Prof. Dr. Zakir Avşar'ın canlı yayındaki değerlendirmeleri:
"Yaşananlardan bağımsız olarak CHP yerel seçimlerde ne kadar başarılı olur? Çünkü yerel seçimler dediğimiz zaman belediye başkanlarının performanslarıyla doğrudan alakalıdır. Hem İstanbul hem Ankara hem de diğer büyükşehirlerde CHP'li başkanların performansları çok tartışılır vaziyette. Kamuoyu umduğunu bulamadığını net şekilde ifade ediyor. Bunun yanında bir de parti içi çatışma ayyuka çıkmış durumda. Ekrem İmamoğlu ile Kemal Kılıçdaroğlu arasında bir çatışma var, Özgür Özel ise daha çok arada duruyor. 2 tarafa da uzlaşma mesajı veriyor.
CHP'de Genel Başkanlık için Kılıçdaroğlu'nun karşısına çıkan tüm isimler mağlup oldu. Çıkanlar ya da çıkmak isteyenler partiden tasfiye olmuşlar. Parti için demokrasinin yüksek olduğu söylenen CHP'de asla böyle bir durum yok. Mustafa Balbay, Aytuğ Atıcı, İlhan Cihaner, Muharrem İnce, Umut Oran Tolga Yarman, Alparslan Çabuk, Ömer Faruk Eminağaoğlu, Ümit Kocasakal, Emine Ülker Tarhan… Şimdi bu isimlerden herhangi biri CHP'de aktif bir siyasi yaşamı var mı? Aradan geçen 13 yıl içinde söylediğim isimlerin tamamı Kemal Kılıçdaroğlu'na karşı mücadele verdi sonrasında bir şekilde tasfiye oldu.
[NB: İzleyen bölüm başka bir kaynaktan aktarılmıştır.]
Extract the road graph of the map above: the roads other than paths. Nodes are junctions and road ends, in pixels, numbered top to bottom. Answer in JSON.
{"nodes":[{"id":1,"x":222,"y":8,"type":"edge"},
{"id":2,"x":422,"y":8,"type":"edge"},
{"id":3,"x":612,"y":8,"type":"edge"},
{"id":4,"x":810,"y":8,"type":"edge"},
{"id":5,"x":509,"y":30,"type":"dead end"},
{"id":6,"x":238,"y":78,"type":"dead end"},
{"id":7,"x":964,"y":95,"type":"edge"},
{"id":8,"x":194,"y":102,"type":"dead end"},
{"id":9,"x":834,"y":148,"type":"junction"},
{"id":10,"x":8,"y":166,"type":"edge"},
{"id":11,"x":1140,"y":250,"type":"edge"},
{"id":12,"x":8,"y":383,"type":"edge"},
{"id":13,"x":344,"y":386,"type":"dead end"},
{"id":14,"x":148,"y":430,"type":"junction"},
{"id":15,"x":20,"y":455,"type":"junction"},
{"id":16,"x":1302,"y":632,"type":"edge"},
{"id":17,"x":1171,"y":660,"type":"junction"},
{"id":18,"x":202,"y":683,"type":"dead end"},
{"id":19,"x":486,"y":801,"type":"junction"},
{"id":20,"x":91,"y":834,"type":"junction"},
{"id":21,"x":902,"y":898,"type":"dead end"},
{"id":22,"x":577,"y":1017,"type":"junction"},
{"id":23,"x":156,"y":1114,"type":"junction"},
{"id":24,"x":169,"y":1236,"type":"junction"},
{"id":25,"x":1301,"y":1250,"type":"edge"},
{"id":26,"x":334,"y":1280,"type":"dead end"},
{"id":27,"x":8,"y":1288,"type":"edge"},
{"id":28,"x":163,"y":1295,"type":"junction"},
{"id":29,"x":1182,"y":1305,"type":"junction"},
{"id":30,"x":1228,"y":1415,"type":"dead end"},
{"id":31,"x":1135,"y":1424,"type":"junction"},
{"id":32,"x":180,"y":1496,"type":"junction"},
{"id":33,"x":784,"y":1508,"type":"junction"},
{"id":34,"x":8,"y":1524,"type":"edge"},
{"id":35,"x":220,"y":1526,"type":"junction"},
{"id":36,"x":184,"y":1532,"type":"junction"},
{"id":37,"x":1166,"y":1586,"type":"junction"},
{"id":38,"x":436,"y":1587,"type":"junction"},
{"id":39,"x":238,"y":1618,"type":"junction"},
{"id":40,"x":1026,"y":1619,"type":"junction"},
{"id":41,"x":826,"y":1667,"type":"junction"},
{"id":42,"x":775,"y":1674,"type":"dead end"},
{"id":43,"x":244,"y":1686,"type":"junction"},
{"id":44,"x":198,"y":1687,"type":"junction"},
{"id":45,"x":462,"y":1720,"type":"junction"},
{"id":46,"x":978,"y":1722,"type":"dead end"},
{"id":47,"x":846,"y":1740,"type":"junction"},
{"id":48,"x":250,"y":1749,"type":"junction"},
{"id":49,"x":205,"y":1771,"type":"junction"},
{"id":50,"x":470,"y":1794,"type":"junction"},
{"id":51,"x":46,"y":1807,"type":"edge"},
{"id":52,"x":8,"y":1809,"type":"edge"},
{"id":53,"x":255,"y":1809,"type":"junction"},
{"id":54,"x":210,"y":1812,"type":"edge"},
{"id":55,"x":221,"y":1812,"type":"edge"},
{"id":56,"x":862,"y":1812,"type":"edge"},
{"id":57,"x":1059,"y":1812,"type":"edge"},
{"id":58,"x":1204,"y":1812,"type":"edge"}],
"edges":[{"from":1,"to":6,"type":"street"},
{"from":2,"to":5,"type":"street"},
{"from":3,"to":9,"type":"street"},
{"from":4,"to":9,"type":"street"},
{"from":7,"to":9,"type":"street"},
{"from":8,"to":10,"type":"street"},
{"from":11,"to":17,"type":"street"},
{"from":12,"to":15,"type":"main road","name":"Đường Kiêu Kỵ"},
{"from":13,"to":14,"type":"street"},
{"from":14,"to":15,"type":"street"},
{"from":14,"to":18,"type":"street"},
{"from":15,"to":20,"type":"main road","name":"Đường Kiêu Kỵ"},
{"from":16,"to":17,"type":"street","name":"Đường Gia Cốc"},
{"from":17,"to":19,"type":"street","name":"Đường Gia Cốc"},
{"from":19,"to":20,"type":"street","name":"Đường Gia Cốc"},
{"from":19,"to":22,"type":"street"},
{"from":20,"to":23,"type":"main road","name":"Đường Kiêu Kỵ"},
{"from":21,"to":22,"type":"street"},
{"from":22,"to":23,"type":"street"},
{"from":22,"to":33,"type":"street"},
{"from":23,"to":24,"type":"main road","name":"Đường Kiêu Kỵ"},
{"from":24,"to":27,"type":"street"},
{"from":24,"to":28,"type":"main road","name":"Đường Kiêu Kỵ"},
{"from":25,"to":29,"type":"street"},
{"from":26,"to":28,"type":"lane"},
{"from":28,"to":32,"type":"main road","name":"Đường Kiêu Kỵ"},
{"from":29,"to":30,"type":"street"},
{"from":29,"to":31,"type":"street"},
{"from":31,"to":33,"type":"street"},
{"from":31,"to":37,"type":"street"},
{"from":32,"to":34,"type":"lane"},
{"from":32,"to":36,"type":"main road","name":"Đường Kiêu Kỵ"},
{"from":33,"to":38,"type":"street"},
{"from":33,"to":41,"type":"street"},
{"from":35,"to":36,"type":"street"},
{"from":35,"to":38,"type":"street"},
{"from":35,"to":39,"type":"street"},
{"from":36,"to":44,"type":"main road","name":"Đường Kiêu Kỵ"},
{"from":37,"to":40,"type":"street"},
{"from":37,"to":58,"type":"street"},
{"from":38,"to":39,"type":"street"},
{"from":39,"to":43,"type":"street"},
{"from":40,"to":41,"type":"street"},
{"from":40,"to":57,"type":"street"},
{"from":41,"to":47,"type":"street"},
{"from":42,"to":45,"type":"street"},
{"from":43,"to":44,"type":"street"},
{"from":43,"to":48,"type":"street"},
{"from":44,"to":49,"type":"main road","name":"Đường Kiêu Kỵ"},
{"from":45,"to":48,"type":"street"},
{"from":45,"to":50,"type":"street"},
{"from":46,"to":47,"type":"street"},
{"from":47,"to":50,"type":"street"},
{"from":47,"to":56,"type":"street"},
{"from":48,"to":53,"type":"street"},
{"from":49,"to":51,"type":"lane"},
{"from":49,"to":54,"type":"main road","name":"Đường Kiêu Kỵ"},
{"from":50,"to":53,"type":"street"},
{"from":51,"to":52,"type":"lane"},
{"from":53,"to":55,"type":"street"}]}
CHP'de eğer biri Kılıçdaroğlu'na rakibi olmuşsa artık onun siyasi hayatını devam ettirme şansı yok. En azından CHP'de Kılıçdaroğlu varken durum budur. CHP'de çok ciddi bir çatışma var ve bu CHP'nin yerel seçim performansı ciddi şekilde etkileyecek. Ekrem İmamoğlu her gün kamuoyu araştırmaları yapılıyor eğer buradan pozitif bir durum görse İstanbul'u kazandıktan sonra mücadeleyi başlatmaz mı? Ama oda biliyor ki İstanbul'u kazanmayacak. Buradan kaptan köşküne sıçramanın derdi. İstanbul'u kaybeden adam durumuna düşmek istemiyor."